Apologies in advance for the large post but I've tried to explain my problem
as much as I can.


I'm having load issues with my InnoDB server and am not sure what I should
try to resolve this problem.
The machine is redhat Linux 7.2 with dual processors, 4GB ram and about 32GB
disk space.
The MySQL version is 4.0.13.

The machine is used purely with InnoDB tables and has a few very large
tables acting as cache data.
I've allocated 10 data files each 2Gb, when busy the files are between 40%
and 60% used.

I have clients reading and writing to the tables constantly and these
clients do not see any performance degradation which I'm really happy about.

But every 10 minutes I run a cron job that deletes expired/duplicated
records from the tables.  This process seems to hammer the system.
I have 3 tables, table A, B and C.  Table A has a 1 to many relationship
with table B and table B has a 1 to many relationship with table C.
Table A is the master record table and holds the timestamp.

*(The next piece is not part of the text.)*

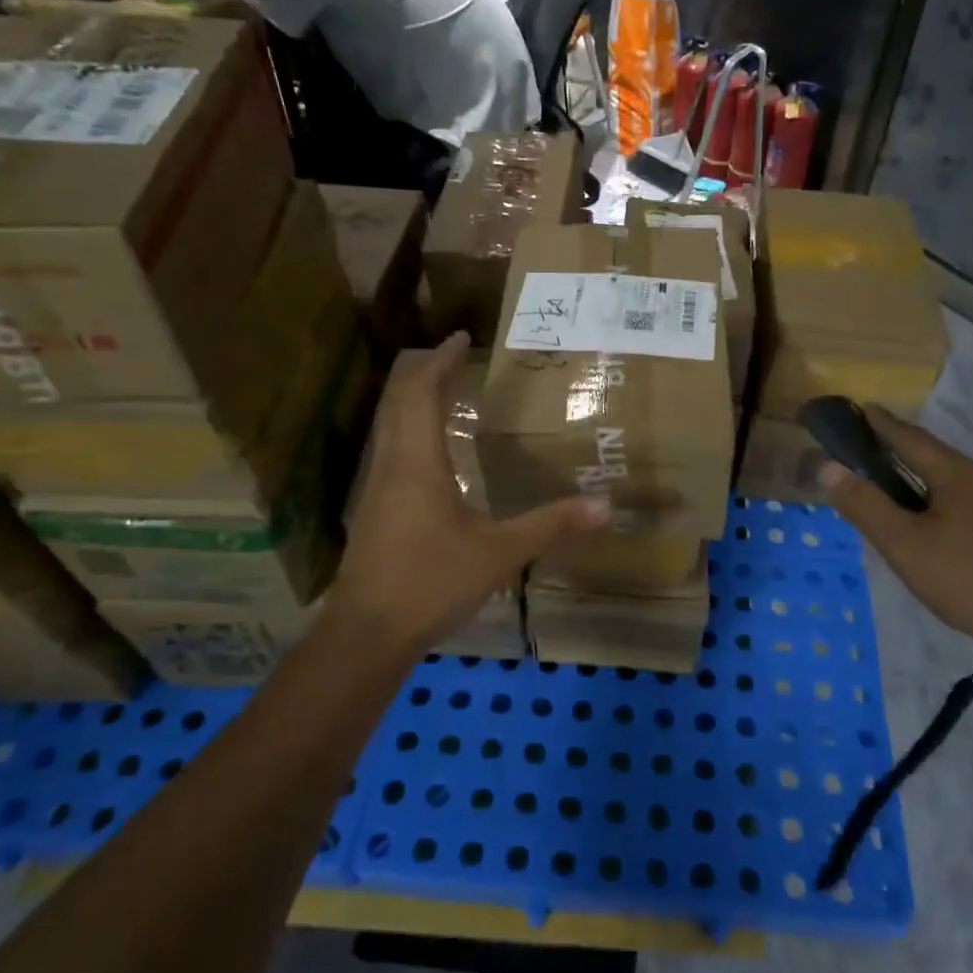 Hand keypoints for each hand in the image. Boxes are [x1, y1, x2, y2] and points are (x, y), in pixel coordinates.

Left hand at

So, this cron job does a select to get expired records, this query is very
fast as retrieves anywhere between 5,000 and 50,000 records.
For each expired record it then starts a transaction, deletes all records
from C, deletes all records from B, deletes the master record from A and
then ends the transaction.  That's it.  This process takes about 5 minutes
if expiring a large number of records and can take the machines load average
to about 10.

Looking at top when this process runs I can see many mysql process but 1 or
2 are taking alot of CPU, 1 about 50% and 1 about 35%, sometimes the top one
can go up as high as 90%.

The my.cnf file for innodb is as follows

  innodb_buffer_pool_size = 1024M
  innodb_additional_mem_pool_size = 15M
  innodb_log_file_size = 256M
  innodb_log_buffer_size = 8M

I've read the InnoDB tuning page (
http://dev.mysql.com/doc/mysql/en/InnoDB_tuning.html ), there are a few
things I could try but I'd like to make sure that I'm on the right tracks.

  * Firstly I could put more queries into a single transaction.

  * Should I increase the innodb_buffer_pool_size ??, ( bare in mind there
is a 2GB limit on linux/GLIBC )

  * Change the innodb_flush_method to O_DSYNC

Any advice on the steps I should take would be greatly appreciated.
Please let me know if you require any additional information.